In March of 2009, Growth Energy, an ethanol advocacy group, petitioned the Environmental Protection Agency to authorize increased blends of ethanol in U.S. gasoline.
At that time, the maximum amount permitted was a 10 percent ethanol to 90 percent gasoline blend commonly known as E10. EPA issued an initial decision bumping the ethanol blend rates to E15 for 2007 and newer vehicles, but stopped short of approving its use in older vehicles, postponing a final decision on 2007 or older models until December.
On Friday, however, Reuters reported that sources close to the matter say EPA now is calling for more research and likely will not issue a decision until after the New Year.
And, as if to add insult to injury, researchers at a rural Land Grant University, this week, suggested the demise of a key tax credit for ethanol would have little effect on corn prices.
Last week, a coalition of food manufacturers, petroleum interests, and livestock groups filed suit against the Environmental Protection Agency over a proposed 50 percent increase in the amount of ethanol blended with U.S. gasoline. This week, Iowa State University's Center for Agricultural and Rural Development issued yet another white paper on the economic impact of the elimination of two key production incentives.
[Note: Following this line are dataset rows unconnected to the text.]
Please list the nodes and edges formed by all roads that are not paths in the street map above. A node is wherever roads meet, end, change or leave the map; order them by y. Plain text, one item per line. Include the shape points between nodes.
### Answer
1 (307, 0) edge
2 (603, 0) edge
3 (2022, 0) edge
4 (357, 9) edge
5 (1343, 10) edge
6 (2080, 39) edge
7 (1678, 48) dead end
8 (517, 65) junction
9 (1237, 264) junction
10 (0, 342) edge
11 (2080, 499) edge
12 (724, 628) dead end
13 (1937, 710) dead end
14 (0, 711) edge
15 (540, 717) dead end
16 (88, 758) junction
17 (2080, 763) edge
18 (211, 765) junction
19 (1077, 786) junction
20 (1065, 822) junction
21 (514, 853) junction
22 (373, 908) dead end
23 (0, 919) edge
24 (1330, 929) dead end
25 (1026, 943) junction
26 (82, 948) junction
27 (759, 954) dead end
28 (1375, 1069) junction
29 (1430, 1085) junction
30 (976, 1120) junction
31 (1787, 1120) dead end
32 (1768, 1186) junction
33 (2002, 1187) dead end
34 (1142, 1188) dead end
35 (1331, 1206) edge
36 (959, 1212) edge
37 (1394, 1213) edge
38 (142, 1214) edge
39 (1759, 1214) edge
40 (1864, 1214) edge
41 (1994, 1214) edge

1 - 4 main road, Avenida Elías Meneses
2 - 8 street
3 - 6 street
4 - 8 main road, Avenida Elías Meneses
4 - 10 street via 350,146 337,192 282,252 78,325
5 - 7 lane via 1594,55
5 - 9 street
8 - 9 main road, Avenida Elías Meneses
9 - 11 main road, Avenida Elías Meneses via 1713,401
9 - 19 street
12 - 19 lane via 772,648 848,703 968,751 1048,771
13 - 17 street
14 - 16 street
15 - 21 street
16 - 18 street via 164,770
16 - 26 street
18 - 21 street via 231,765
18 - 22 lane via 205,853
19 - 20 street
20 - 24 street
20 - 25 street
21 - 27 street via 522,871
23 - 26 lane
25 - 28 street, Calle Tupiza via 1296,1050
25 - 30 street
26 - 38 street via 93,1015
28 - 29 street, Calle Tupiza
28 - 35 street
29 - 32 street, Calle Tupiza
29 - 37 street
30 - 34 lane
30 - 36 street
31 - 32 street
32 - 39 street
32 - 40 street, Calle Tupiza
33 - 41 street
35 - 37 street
Currently, a 54 cent per gallon import tariff on foreign ethanol and a 45 cent tax credit, commonly known as the "Blender's Credit", are scheduled to expire December 31st. However the paper's author, Bruce Babcock, claims eliminating the two incentives would have a minimal effect on the ethanol industry.
Officials with the Renewable Fuels Association, or RFA, an ethanol advocacy group whose producer members represent 90% of U.S. ethanol production, took exception to the report. They believe Babcock's conclusions, which build on a paper published earlier this year, are short-sighted and fail to take the big picture into account.
In this week's study, Babcock states there is no better time to let the import tariff expire because Brazil, the major threat to U.S. ethanol production, is using virtually all the ethanol it produces. RFA officials disagree with that conclusion stating elimination of the tariff sends a signal to the South American agricultural superpower to make more ethanol.
Babcock also concluded the price for producing a gallon of ethanol would drop only 13 cents without the "Blender's Credit." But RFA officials believe the price would actually drop by 45 cents and ethanol production would decline by more than half-a-billion gallons annually.
And Babcock states the dramatic increases in corn and soybean prices are a direct result of current ethanol policy. RFA officials say the "drama" Babcock refers to is more a function of a weak dollar, failure of the Russian wheat crop and rampant speculation in the grain markets.